- _EXERCISE DIRECTIONS_: Below are some records. How many of their lines contain the string "main"? Answer with the number alone.

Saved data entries
------------------------

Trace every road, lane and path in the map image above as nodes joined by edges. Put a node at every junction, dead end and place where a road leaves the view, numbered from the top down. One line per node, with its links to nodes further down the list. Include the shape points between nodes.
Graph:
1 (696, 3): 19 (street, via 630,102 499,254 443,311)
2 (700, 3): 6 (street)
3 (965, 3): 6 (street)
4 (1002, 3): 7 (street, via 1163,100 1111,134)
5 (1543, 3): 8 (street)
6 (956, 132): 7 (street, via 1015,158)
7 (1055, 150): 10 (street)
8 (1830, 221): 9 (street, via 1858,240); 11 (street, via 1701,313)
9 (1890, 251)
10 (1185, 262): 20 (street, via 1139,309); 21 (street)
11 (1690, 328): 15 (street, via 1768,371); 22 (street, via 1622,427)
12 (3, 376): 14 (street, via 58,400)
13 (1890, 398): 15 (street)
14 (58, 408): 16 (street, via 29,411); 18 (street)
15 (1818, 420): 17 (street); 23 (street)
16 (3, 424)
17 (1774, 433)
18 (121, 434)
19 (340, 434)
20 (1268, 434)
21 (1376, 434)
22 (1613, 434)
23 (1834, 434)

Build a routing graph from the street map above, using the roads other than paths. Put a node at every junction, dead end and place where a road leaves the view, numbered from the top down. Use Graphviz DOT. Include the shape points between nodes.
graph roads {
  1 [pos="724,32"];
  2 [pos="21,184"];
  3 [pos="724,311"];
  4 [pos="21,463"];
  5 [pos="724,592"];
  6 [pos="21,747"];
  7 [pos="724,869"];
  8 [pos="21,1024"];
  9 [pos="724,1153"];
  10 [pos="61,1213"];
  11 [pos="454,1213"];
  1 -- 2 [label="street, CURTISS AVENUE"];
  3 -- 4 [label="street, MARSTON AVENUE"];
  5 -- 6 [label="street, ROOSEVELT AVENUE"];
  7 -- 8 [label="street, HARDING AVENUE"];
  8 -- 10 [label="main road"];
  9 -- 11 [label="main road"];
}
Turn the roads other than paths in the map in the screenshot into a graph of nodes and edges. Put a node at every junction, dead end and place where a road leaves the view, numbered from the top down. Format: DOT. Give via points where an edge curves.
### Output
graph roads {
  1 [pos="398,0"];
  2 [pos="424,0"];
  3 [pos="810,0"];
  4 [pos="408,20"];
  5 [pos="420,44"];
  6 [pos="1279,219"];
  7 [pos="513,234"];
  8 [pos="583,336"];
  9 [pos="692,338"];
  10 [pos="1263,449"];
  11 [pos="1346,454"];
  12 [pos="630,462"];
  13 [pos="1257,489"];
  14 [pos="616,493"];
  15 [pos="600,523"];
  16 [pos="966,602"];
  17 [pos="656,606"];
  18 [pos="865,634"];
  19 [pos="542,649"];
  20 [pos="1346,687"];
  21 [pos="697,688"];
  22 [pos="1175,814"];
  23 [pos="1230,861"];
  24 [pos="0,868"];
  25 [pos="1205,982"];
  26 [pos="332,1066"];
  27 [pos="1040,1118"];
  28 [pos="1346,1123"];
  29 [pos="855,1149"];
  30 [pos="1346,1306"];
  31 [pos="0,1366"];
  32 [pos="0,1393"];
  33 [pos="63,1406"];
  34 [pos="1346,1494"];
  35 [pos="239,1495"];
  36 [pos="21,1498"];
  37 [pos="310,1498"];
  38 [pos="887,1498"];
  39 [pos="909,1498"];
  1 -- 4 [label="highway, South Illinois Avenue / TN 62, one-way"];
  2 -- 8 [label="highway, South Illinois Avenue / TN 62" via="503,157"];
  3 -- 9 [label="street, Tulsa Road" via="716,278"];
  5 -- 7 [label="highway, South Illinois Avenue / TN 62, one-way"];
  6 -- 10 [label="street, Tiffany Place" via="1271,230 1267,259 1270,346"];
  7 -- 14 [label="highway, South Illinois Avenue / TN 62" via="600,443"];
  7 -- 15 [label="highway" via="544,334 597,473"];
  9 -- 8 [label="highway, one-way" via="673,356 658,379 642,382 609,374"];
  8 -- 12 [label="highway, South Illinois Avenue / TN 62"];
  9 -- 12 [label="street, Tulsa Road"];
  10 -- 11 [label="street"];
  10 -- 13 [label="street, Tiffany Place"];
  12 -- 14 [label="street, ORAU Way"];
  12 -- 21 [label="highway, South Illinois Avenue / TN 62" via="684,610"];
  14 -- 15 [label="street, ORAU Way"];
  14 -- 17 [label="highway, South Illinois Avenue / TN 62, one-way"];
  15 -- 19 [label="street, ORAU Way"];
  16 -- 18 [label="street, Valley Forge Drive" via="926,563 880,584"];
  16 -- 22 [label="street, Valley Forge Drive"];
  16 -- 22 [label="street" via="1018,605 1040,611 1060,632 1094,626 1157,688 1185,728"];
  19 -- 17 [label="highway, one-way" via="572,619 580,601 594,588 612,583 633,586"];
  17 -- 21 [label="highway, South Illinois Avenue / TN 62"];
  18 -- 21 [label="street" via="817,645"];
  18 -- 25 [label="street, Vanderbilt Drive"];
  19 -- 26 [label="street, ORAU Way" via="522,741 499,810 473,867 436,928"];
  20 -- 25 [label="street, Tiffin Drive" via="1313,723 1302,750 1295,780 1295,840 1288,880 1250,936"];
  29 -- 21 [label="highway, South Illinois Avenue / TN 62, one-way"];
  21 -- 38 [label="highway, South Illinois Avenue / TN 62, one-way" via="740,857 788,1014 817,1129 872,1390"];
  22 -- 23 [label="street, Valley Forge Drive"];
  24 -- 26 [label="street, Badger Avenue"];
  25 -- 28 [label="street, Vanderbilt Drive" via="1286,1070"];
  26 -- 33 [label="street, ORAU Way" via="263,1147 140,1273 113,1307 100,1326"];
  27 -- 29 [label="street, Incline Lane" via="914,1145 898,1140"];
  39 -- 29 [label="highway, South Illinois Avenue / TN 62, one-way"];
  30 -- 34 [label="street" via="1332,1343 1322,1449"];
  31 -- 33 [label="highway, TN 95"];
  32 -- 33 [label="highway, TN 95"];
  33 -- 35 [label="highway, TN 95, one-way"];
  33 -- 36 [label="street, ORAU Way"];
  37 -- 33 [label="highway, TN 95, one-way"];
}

------------------------

- _YOUR SOLUTION_: 2